Jason figured they were skating awfully close to some kind of human resources rule. He’d better put a stop to it, especially if he was going to apply for fire chief.

Big “if.” Would he be able to joke around like an ordinary crew member if he was the fire chief? Joking around was one of his favorite things in life. Was moving up in the world worth it? He still wasn’t sure, but he’d better figure it out soon because the board of aldermen wanted someone in place before the summer season really got going.

“Can’t a guy whistle just because he’s in a good mood?” He dumped his duffel bag next to his locker and pulled open the door. A blowup doll burst out of it, making him jump back in surprise.

The other firefighters howled in laughter. Good one, he had to admit. Nothing like a firehouse prank to kick off an early morning training exercise.

“If he didn’t get any last night, he can now,” called one of the volunteers.

“I heard he goes for the airhead type,” said someone else, triggering more laughter.

Jason composed his face into a serious expression, which was a big lift for him. His usual mode was fun-loving and easygoing. He loved life and saw no reason to hide that. He took hold of the doll and slowly, menacingly turned to face the ring of firefighters.

“What. The. Fuck…?” He spat the words out. Everyone’s smiles dropped away. Brick, the rookie, turned white and looked like he might throw up. Jason continued after a perfectly timed pause. “…are you still doing here? Can’t a guy get a little privacy?” He wrapped his arm around the doll’s plastic waist.

It took a moment, but then everyone howled with a new wave of laughter. Relieved laughter. The poor crew had no idea what to make of a seriously angry Jason Mosedale. Who would? It would be as if one of the local moose wandered out of the woods and ordered a cappuccino.

Someone at the edge of the crowd, back by the entry door, cleared their throat. “Should I come back another time? Looks like y’all are busy.”
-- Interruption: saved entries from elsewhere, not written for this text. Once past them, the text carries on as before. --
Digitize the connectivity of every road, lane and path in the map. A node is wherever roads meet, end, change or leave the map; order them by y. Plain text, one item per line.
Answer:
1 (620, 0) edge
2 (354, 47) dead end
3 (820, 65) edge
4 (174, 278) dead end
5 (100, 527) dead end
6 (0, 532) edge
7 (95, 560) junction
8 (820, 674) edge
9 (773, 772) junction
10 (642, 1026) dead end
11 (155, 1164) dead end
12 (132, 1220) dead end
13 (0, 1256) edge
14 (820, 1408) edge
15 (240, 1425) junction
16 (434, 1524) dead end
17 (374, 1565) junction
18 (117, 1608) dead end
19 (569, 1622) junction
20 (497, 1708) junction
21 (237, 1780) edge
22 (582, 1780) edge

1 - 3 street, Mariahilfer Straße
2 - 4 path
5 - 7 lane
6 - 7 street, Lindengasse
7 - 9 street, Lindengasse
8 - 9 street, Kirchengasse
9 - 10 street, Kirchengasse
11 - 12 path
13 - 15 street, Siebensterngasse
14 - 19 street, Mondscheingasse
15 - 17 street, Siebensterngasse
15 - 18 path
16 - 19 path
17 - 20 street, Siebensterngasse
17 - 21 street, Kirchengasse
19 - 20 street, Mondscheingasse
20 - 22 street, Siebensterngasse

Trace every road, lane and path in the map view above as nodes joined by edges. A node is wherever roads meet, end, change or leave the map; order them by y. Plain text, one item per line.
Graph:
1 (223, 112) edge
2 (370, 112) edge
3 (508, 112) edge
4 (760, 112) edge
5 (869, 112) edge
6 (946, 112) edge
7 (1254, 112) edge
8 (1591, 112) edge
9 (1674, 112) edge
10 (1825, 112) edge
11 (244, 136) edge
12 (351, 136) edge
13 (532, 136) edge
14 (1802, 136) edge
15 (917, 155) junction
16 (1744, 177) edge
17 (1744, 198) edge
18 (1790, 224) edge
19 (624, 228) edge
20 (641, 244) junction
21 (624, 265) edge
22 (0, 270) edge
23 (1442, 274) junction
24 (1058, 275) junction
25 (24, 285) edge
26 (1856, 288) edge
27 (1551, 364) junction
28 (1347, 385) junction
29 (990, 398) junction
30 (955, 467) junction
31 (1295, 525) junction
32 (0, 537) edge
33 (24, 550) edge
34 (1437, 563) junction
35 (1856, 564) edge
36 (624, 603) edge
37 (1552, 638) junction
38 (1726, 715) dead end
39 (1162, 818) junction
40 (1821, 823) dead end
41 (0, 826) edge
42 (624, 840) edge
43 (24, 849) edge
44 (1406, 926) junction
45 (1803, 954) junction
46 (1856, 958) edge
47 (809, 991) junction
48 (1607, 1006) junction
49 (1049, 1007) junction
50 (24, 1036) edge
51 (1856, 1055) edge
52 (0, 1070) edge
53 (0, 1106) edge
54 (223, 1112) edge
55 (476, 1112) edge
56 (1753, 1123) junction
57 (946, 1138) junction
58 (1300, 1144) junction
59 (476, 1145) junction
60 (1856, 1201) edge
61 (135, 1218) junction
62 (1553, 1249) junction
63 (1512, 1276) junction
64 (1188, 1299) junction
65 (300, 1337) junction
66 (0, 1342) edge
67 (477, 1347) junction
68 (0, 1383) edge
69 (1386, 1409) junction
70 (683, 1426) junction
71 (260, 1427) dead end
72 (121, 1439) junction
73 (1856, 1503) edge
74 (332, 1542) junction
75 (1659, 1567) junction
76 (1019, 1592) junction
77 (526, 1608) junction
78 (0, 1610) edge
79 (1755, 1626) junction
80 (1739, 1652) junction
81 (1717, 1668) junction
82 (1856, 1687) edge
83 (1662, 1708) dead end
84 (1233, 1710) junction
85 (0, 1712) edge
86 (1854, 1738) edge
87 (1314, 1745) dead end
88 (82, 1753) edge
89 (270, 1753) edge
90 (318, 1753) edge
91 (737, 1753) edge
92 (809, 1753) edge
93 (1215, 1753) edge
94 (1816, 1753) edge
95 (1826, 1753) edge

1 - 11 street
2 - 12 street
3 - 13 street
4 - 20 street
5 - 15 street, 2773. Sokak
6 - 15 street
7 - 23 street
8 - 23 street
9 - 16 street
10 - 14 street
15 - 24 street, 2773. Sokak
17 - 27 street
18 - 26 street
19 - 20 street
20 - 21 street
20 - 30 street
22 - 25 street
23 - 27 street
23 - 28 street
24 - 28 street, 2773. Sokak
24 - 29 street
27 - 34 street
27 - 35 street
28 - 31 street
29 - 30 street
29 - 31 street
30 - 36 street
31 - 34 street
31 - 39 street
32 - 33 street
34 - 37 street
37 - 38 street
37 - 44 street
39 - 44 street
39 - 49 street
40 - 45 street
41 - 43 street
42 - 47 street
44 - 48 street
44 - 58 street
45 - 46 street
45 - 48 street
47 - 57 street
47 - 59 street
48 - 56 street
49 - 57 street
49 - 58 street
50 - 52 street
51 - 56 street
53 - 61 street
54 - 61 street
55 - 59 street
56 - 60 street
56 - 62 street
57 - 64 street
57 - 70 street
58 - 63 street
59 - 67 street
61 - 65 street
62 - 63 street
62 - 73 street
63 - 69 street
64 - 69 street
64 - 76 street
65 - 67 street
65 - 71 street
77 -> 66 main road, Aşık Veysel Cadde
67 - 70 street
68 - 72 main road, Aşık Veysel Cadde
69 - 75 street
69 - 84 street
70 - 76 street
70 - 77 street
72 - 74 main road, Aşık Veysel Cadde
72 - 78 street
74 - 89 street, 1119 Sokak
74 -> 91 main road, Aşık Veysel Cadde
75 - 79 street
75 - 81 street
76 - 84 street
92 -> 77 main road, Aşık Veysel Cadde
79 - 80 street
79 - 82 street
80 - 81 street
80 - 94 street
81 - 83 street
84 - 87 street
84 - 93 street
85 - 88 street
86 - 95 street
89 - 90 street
Jason startled at the sight of Kendra Carter halfway in the door, her hand still on the doorknob. As always, even at this early hour, she looked stunning. Her hair was held back with a vivid red silk bandanna and she wore a tight-fitting white shirt.

He’d known Kendra forever; they’d even been friends in high school, sort of. Their lockers had been close together, and they’d exchanged friendly jabs nearly every day. She’d even tutored him in public speaking and American history.

But she’d jetted off early to an accelerated college slash business school program while he’d slogged through the rest of high school and then studied for the firefighter exam. Recently, she’d come back to town, and things had been…interesting between them. A little banter, some casual conversation, maybe even some flirting.

She had his attention, for sure. But as far as he could tell, she didn’t take him at all seriously.

Then again, she might have good reason for that. He remembered that he was holding a blowup doll and thrust it behind him.

“We’re about to start a training exercise, but if this is an emergency…”

“It is,” she said gravely, coming forward. “Why else would I be here before sunrise?”

The plastic arm of the doll popped out from behind his back. He shoved it down. Smothered laughter came from the crew.

“What’s the nature of your emergency?” He said it with hopefully enough sternness to make up for the absurdity of the blowup doll trying to sabotage Kendra’s impression of him.

Not that there was much to sabotage. In high school she’d thought of him as unambitious. She’d even lectured him about it.

“How should I know? Isn’t that your job?”

“Huh?” A whistling sound came from behind him. Crap—the blowup doll was losing air. It made a quiet wailing sound punctuated by odd squeals.

“Damn, Jason. You sure know how to make a woman moan,” said crusty old Sven Lundgren, who should have retired years ago, if you asked Jason.

“Is this the emergency?” Kendra asked, gesturing at the doll. “Am I supposed to do something? Remedial foreplay instructions?”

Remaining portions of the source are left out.